隣り合う座席の関係と間接的ロール支援 ~ プレイヤー同士の関係

 これについて更に進めたのが「PCの関係性」を設定するルールで、このルールでは座席順に隣り合う PC 同士が、相手に対して何らかの関係があったり、感情を持っていたりします。
 「どのような関係であるのか」について、セッション開始時にハンドアウトやダイスロールなどで決めることで、PC同士の行動を連動させ、まとまりのあるセッション進行を企図しているのだと思います。ですがこれに関しても、隣り合った席順でリンクすることによって公共性を過剰に意識せず、自由に関係性をプレーできるよう環境が整えられることになります。
 ロールプレイ、特に演劇的な表現については羞恥心が邪魔をして、「思いついても話せない」という人が相当数いるわけですが、そうした心理的な障害を取り除く意味でも「隣の席」というのは効果的だと思われます。

 もっとも「隣り合った席」というのは、それだけでは必ずしも親密さを表すものではなく、座り方、主に姿勢(向き)によって心理距離を近づけたり、逆に遠ざけたり、といったコントロールが行われる(これをソシオペタル/ソシオフーガルと言う)のですが、近付けるチャンスを整える、という意味で十分異常に効果の期待できる環境整備だと思われます。*3[心理距離を近づけたり遠ざけたり] = 精神病院のデザインについて研究していたハンフリー・オズモンド(Humphry Osmond 1957)は、心理距離を近付ける“人間同士の交流を促進するデザイン”と「ソシオペタル」、その逆の“人間同士の交流を阻害するデザイン”を「ソシオフーガル」と呼んで、空間デザインに重要であるとした。

 この他にも、ゲームマスターから最も遠い座席にあって、ストーリーの展開を調整する PC③あたりのミドルナンバーは、ゲームマスターの方を向いて座ることで自動的に他のプレイヤーたちが視野に入るため、常に公共性を意識することになり、ゲームプレー全体を見て調整を行いやすくなる……といった機能も期待できるかと思います。

あとがきに代えて

 ゲームシステムやシナリオの研究だけじゃなく、ルール、慣習、環境なんかを上手く合致させることで、ゲームプレーをコントロールすることが、あるいは出来るんじゃないか? 言語化されていない習慣や属人的技術の中にも、それをあるパターンの下に解体することで、より誰にでも使える技術に変換できるんじゃないか?
 ……というのが「遊ぶ環境のデザイン」と今回のエントリとで、書いてみたかったテーマということになります。

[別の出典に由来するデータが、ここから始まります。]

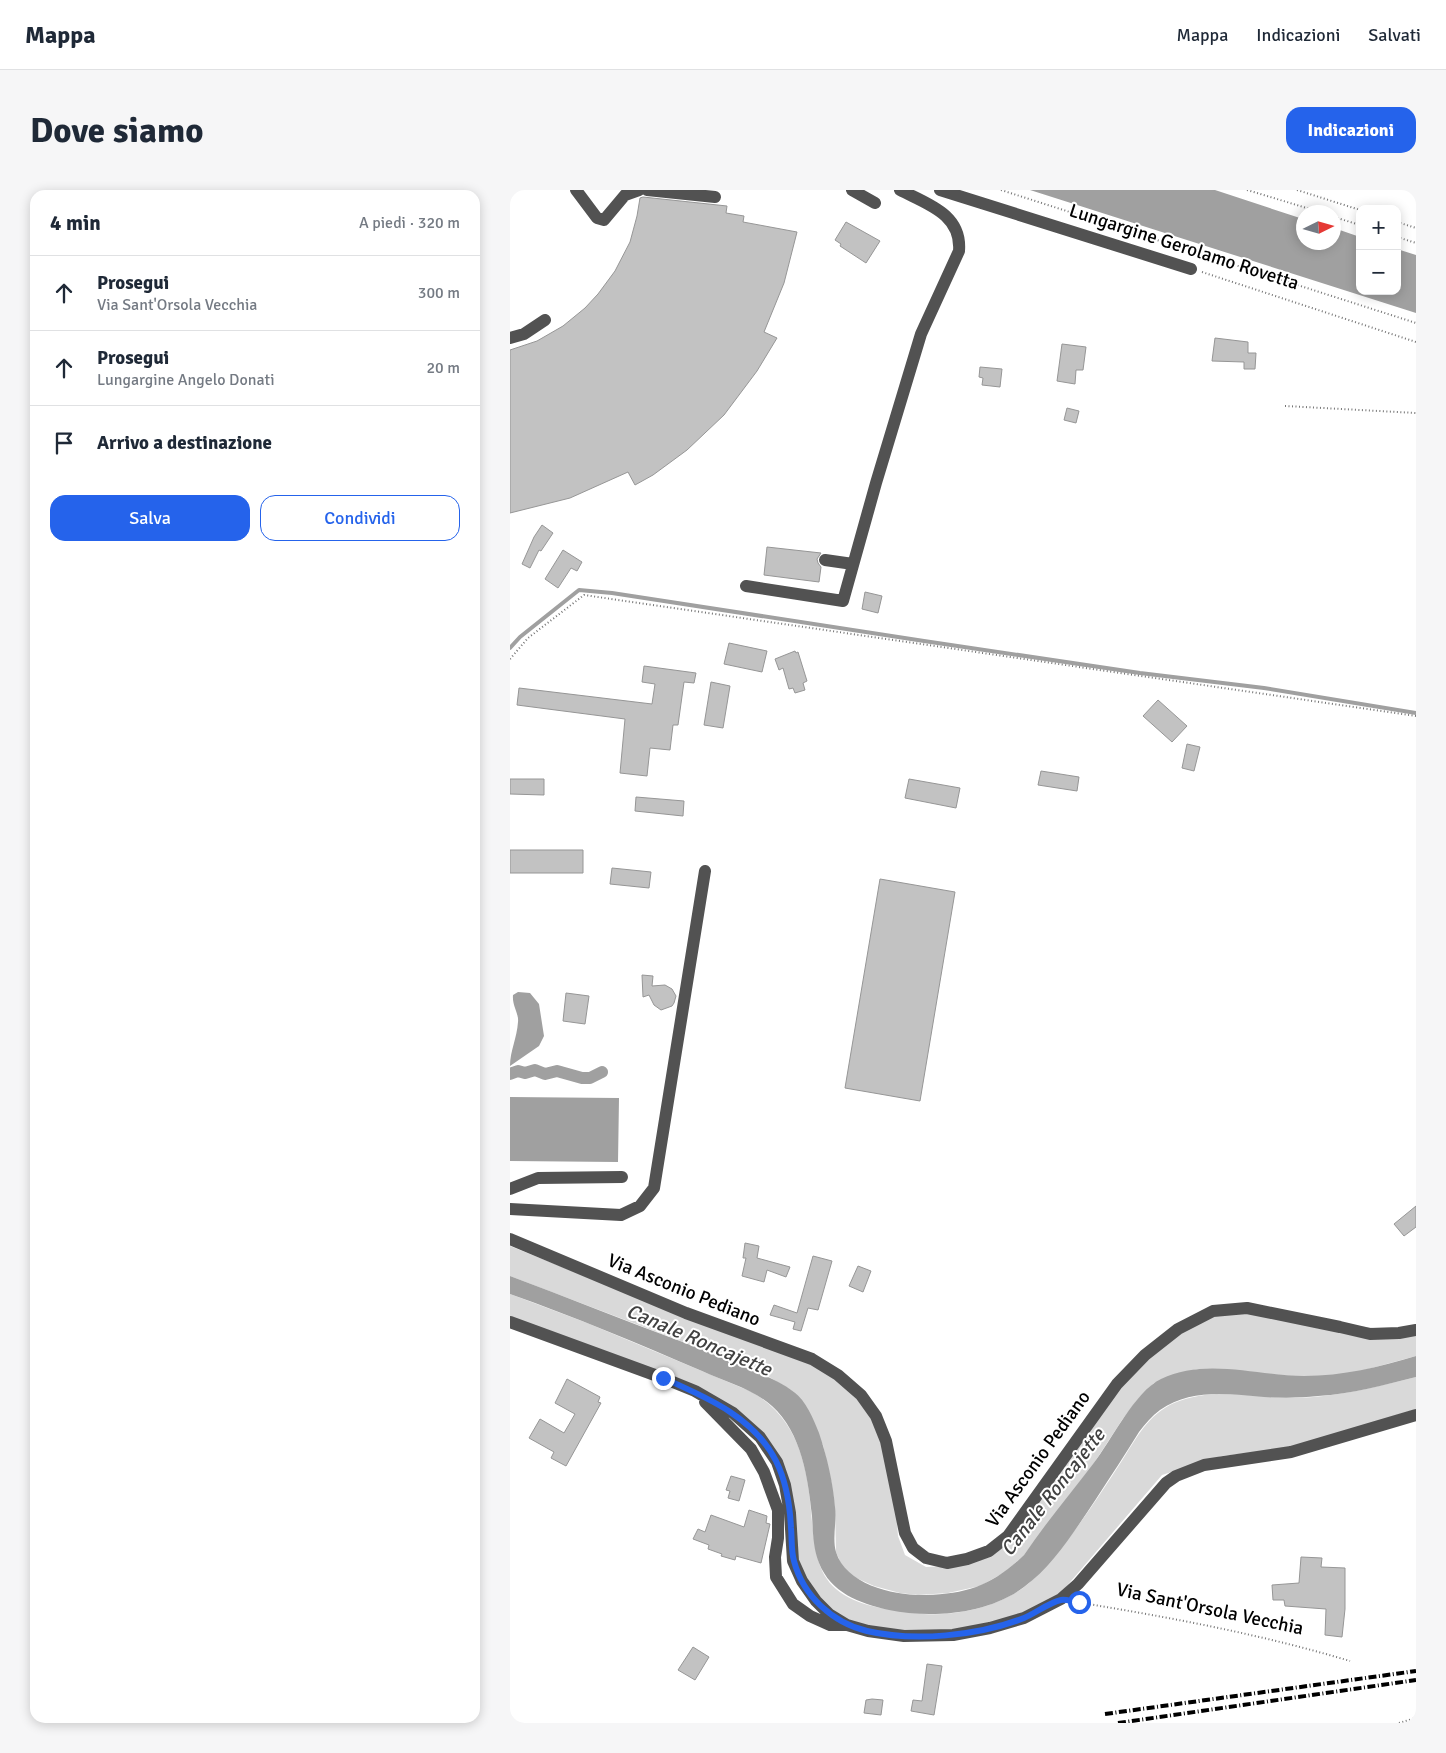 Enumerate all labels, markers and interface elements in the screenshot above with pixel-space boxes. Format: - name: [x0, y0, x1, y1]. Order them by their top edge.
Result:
- text: Mappa: [25, 20, 95, 50]
- text: Mappa: [1176, 24, 1228, 46]
- text: Indicazioni: [1256, 24, 1340, 46]
- text: Salvati: [1368, 24, 1421, 46]
- button: Indicazioni: [1286, 107, 1416, 153]
- text: Dove siamo: [30, 109, 204, 152]
- street label: Lungargine Gerolamo Rovetta: [1066, 198, 1302, 296]
- north arrow: [1296, 205, 1341, 250]
- map controls: [1356, 205, 1401, 295]
- button: +: [1356, 205, 1401, 250]
- text: 4 min: [50, 210, 101, 236]
- text: A piedi · 320 m: [359, 213, 460, 233]
- button: −: [1356, 250, 1401, 295]
- text: Prosegui: [97, 271, 169, 295]
- icon: ahead: [50, 279, 78, 307]
- text: 300 m: [418, 283, 460, 303]
- text: Via Sant'Orsola Vecchia: [97, 295, 257, 315]
- text: Prosegui: [97, 346, 169, 370]
- icon: ahead: [50, 354, 78, 382]
- text: 20 m: [426, 358, 460, 378]
- text: Lungargine Angelo Donati: [97, 370, 275, 390]
- icon: arrive: [50, 429, 78, 457]
- text: Arrivo a destinazione: [97, 431, 272, 455]
- button: Salva: [50, 495, 250, 541]
- button: Condividi: [260, 495, 460, 541]
- street label: Via Asconio Pediano: [604, 1248, 764, 1332]
- water label: Canale Roncajette: [623, 1298, 776, 1382]
- route end: [652, 1367, 675, 1390]
- street label: Via Asconio Pediano: [980, 1386, 1096, 1532]
- water label: Canale Roncajette: [995, 1422, 1111, 1561]
- street label: Via Sant'Orsola Vecchia: [1114, 1577, 1306, 1641]
- route start: [1068, 1591, 1091, 1614] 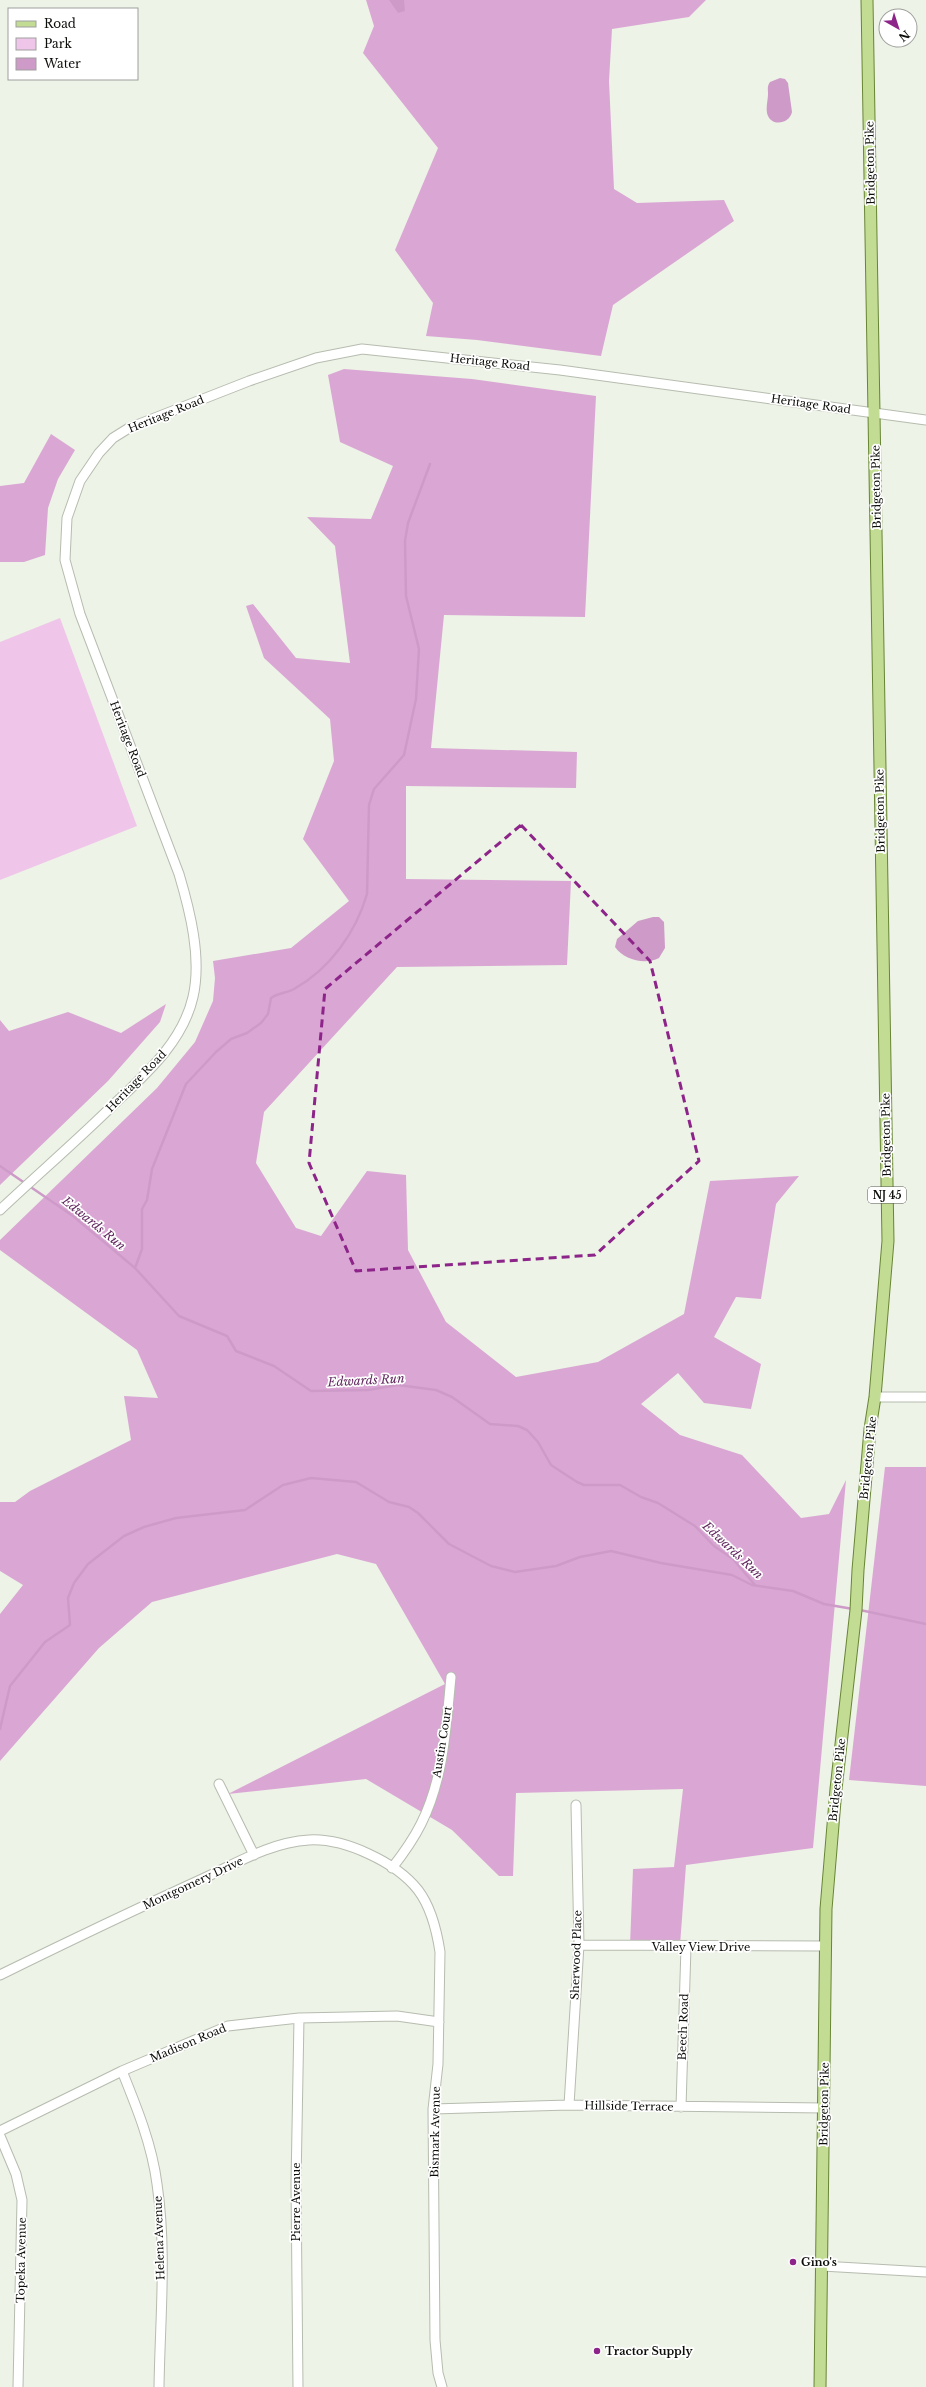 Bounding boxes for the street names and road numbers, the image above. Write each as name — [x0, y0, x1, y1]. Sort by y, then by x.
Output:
street label: Bridgeton Pike — [862, 121, 878, 205]
street label: Heritage Road — [449, 351, 531, 373]
street label: Heritage Road — [770, 391, 853, 417]
street label: Heritage Road — [126, 392, 207, 436]
street label: Bridgeton Pike — [868, 445, 884, 529]
street label: Heritage Road — [107, 699, 149, 780]
street label: Bridgeton Pike — [872, 769, 888, 853]
street label: Heritage Road — [103, 1047, 169, 1115]
street label: Bridgeton Pike — [878, 1093, 894, 1177]
road number: NJ 45 — [868, 1187, 906, 1203]
street label: Bridgeton Pike — [857, 1416, 879, 1500]
street label: Austin Court — [429, 1704, 455, 1780]
street label: Bridgeton Pike — [826, 1738, 848, 1822]
street label: Montgomery Drive — [141, 1854, 245, 1912]
street label: Sherwood Place — [567, 1910, 585, 2000]
street label: Valley View Drive — [651, 1940, 750, 1954]
street label: Beech Road — [675, 1993, 691, 2061]
street label: Madison Road — [148, 2020, 229, 2065]
street label: Bridgeton Pike — [816, 2062, 832, 2146]
street label: Bismark Avenue — [427, 2086, 443, 2178]
street label: Hillside Terrace — [584, 2098, 674, 2114]
street label: Pierre Avenue — [289, 2163, 303, 2241]
street label: Helena Avenue — [151, 2196, 167, 2280]
street label: Topeka Avenue — [13, 2217, 29, 2303] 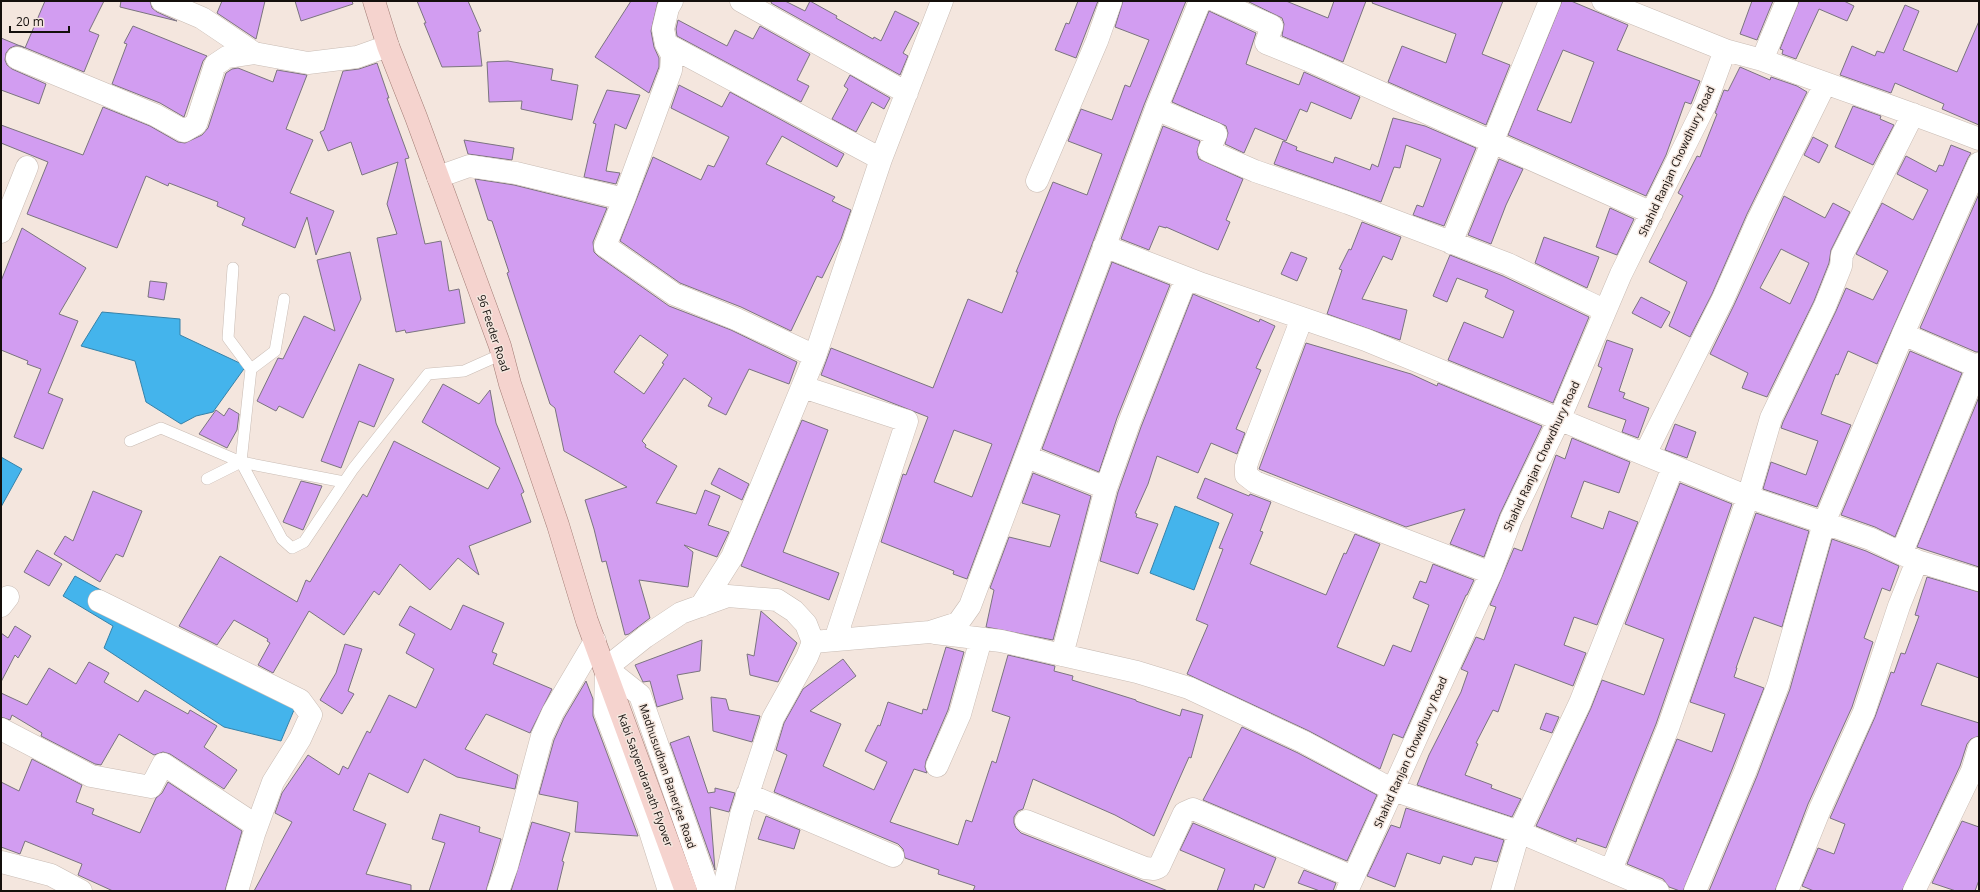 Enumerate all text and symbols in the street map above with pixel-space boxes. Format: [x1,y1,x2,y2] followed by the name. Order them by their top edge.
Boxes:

 今回の話で言えば、「PC番号」というルールは、従来なら参加者が「自由に(自然に)席に着いた」時点から開始(リデザイン)されてきたセッションを、そのルールを導入することで、「席に着く前」からゲームマスターの管理(デザイン)下に持ってくるマスタリング技術、と考えられるんじゃないか? そう利用すればいいんじゃないか?
 更には「PC番号」を導入していないセッションでも、プレイヤー自身が「どのようにゲームに参加したいか」ということを考えて、どの席に座るかを選ぶ。また実際に座った席からプレー中の「ゲーム進行における役割」を意識する……などのプレー技術に出来るんじゃないか?
 とまあ、そういうことです。

 それとまあ、「たぶんベテランの人たちで語り尽くしたと思ってる人たちも、話せることはたくさんあるんじゃない?」というのも。
 当たり前だと思ってることとか、解体してみると別の何かが出てくることってよくありますからね。そういう素朴な言葉が増えたらいいなァ……というのが「そろそろ書くネタ無くなってきた気がするぞ。もっと外から建設的に刺激されないと飢え死にだ」と思ってる若造の偽らざる心境でもあります(笑)
 こっちは為るようにしか為らないことなんだけどね。

References

References
1 [更にその中で2つずつに分類] = 実のところ小分類(近相と遠相)については記憶が定かではない。前にホールの研究でそんな論文を読んだ気がしたので、誰かしら言及してたとは思うのだが。
2 [空間条件の違い] = より詳しく言及するならば「群集密度」や「テリトリー」、「パーソナルスペース」等の話になるかと思うが、生憎と門外漢であるため印象論で留めておく。
3 [心理距離を近づけたり遠ざけたり] = 精神病院のデザインについて研究していたハンフリー・オズモンド(Humphry Osmond 1957)は、心理距離を近付ける“人間同士の交流を促進するデザイン”と「ソシオペタル」、その逆の“人間同士の交流を阻害するデザイン”を「ソシオフーガル」と呼んで、空間デザインに重要であるとした。